Renaming a site without losing its data — separating display name from a stable identifier

A client asks you to rename a site from acme-staging to the production name acme. The moment you rename it in the app, the DB backups, screenshots, and thumbnails you had been collecting all appear to disappear.

The files are still on disk, but the new directory is empty. The data hasn’t carried over as “the same site.” It’s a trap you can fall into on day one, and we did — with our original design.

Here’s how we redesigned things so renames don’t orphan data.

Why the data appears to disappear — the site name was the key

The original design of WP Maintenance Manager decided file locations based on the site name.

backups/
  acme-staging/        ← DB backups for site "acme-staging"
    backup_20260101_120000.sql

screenshots/
  acme-staging/        ← Screenshots for the same site
    home_pre.png

After renaming acme-staging → acme, a new empty directory backups/acme/ gets created and starts from zero. The old directory is still there, but the app treats it as “some other site’s stale data” and doesn’t surface it.

Site names are natural candidates for labels, but in practice they get renamed all the time. Cleaning up client-name typos, promoting staging to production, renaming on a re-org — the reasons to rename are endless.

The fix — give every site an immutable `site_id`

Every site now carries a _id in the form site_xxxxxxxxxxxx (a UUID, 12 hex chars), and every file location now keys off that _id instead of the site name.

# core/site_id_utils.py
def generate_site_id():
    return f"site_{uuid.uuid4().hex[:12]}"

_id is assigned once and never changes. Even if the site name is renamed, the file location stays the same backups/site_a1b2c3d4e5f6/ directory — and the existing contents are still in use.

It’s a classic two-layer design: the display name (site name) is separate from the internal identifier (_id).

A migration that doesn’t break existing data

The hardest part was handling existing users whose data was already keyed by site name.

ensure_site_ids() is an idempotent migration:

Auto-generates and assigns _id only to sites that don’t have one
Leaves sites that already have a _id untouched
Uses FileLock + tempfile + os.replace() for atomic writes, so a crash mid-write won’t corrupt anything

It runs at app startup and at the entry points of site-related APIs (three paths in total). The user doesn’t have to do anything — IDs are silently assigned in the background.

The file-side migration follows the same pattern. On first launch, if backups/<site_name>/ exists, rename it to backups/<site_id>/ (but if the new-format directory already exists, leave both alone). Idempotent.

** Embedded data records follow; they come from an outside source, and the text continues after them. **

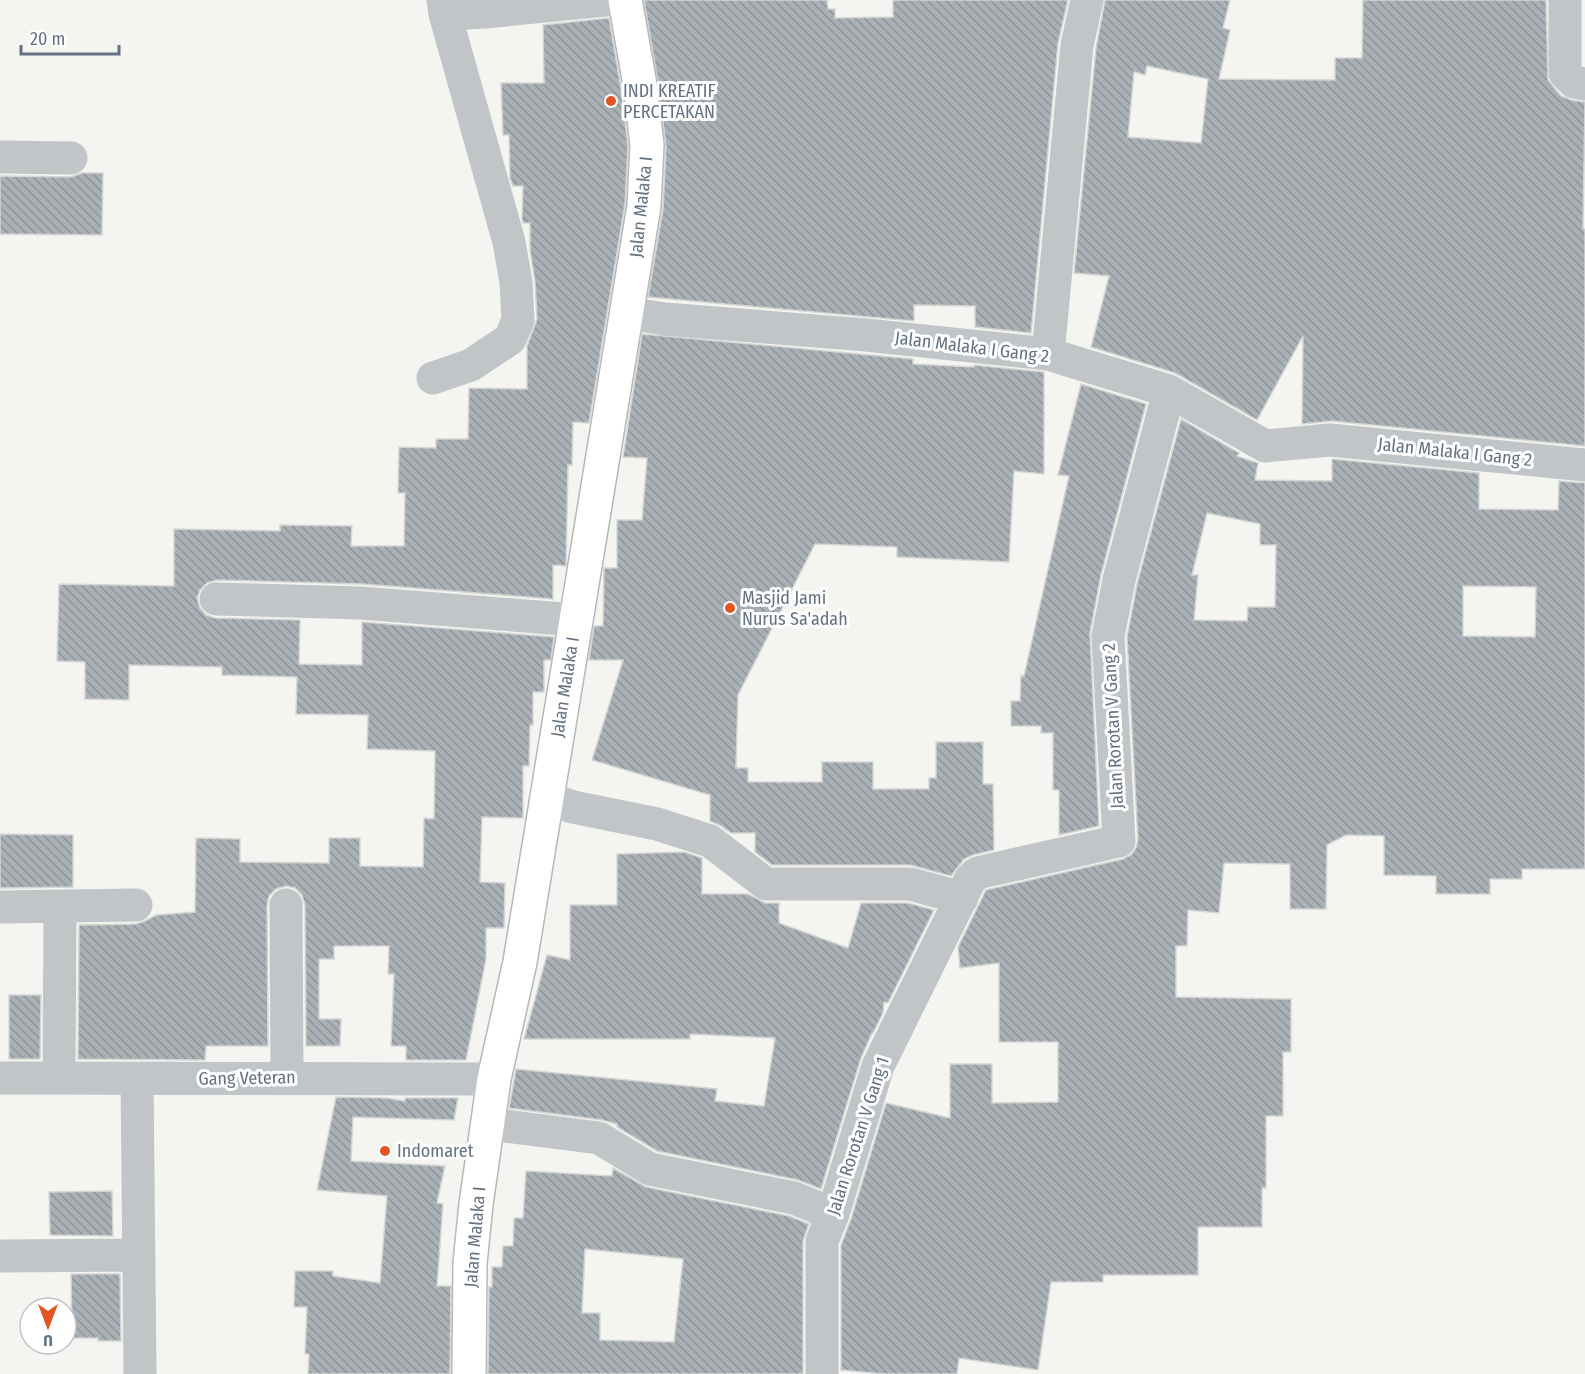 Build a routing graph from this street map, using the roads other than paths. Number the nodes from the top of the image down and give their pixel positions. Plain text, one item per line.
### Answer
1 (605, 0) edge
2 (625, 0) edge
3 (1087, 0) edge
4 (1565, 0) edge
5 (458, 9) edge
6 (1585, 84) edge
7 (0, 157) edge
8 (71, 158) dead end
9 (627, 313) junction
10 (1048, 354) junction
11 (433, 378) dead end
12 (1169, 391) junction
13 (1585, 465) edge
14 (216, 599) dead end
15 (576, 620) junction
16 (546, 798) junction
17 (966, 889) junction
18 (136, 905) dead end
19 (286, 905) dead end
20 (60, 907) junction
21 (0, 908) edge
22 (0, 1078) edge
23 (59, 1078) junction
24 (299, 1078) junction
25 (137, 1079) junction
26 (495, 1079) junction
27 (489, 1124) junction
28 (833, 1214) junction
29 (137, 1255) junction
30 (0, 1256) edge
31 (140, 1374) edge
32 (469, 1374) edge
33 (825, 1374) edge

1 - 5 street
2 - 9 street, Jalan Malaka I
3 - 10 street
4 - 6 street
5 - 11 street
7 - 8 street
9 - 10 street, Jalan Malaka I Gang 2
9 - 15 street, Jalan Malaka I
10 - 12 street, Jalan Malaka I Gang 2
12 - 13 street, Jalan Malaka I Gang 2
12 - 17 street, Jalan Rorotan V Gang 2
14 - 15 street
15 - 16 street, Jalan Malaka I
16 - 17 street
16 - 26 street, Jalan Malaka I
17 - 28 street, Jalan Rorotan V Gang 1
18 - 20 street
19 - 24 street
20 - 21 street
20 - 23 street
22 - 23 street, Gang Veteran
23 - 25 street, Gang Veteran
24 - 25 street, Gang Veteran
24 - 26 street, Gang Veteran
25 - 29 street
26 - 27 street, Jalan Malaka I
27 - 28 street
27 - 32 street, Jalan Malaka I
28 - 33 street, Jalan Rorotan V Gang 1
29 - 30 street
29 - 31 street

Tying logs to sites — strict + compat hybrid matching

Log entries also carry a site_id now. But existing log entries don’t have one — they were written before the rename.

The UI scoping feature (filter logs for a specific site) is implemented as a hybrid:

New logs (with site_id) → match by strict equality
Old logs (without site_id) → fall back to site_name compat matching

The result: logs from before and after a rename appear together in the same scope. The user never feels like “past history disappeared.”

A post-release blunder

For honesty: shortly after release, we shipped a bug. The is_valid_site_id validation function had a regex that only matched the new-generation format, and rejected some legitimate existing IDs.

# the broken version
SITE_ID_RE = re.compile(r'^site_[0-9a-f]{12}$')  # exactly 12 hex

A few longer ID formats — leftovers from the migration’s earlier iterations — got rejected outright, and the symptom was “every site has disappeared.” The lesson is mundane but real: fully audit existing data formats before tightening validation. Adding validation after the fact is exactly where these regressions hide.

Takeaway — separating stable identifier from display name

Separating “the name displayed to humans” from “the immutable identifier” is a classic software-design pattern, but introducing it after the product is already in production is expensive. The idempotent migration, the edit-vs-duplicate ownership split, the backward-compatible validation — drop any one of these and existing user data evaporates.

Since separating site name (display) from site_id (immutable), clients can have their site names corrected, staging promoted to production, or org-rename refactoring done — all while keeping every byte of historical data tied to the same site. Designing your file locations to trust the display name 100% on day one closes that door before you even reach for it. That’s the retrospective on this one.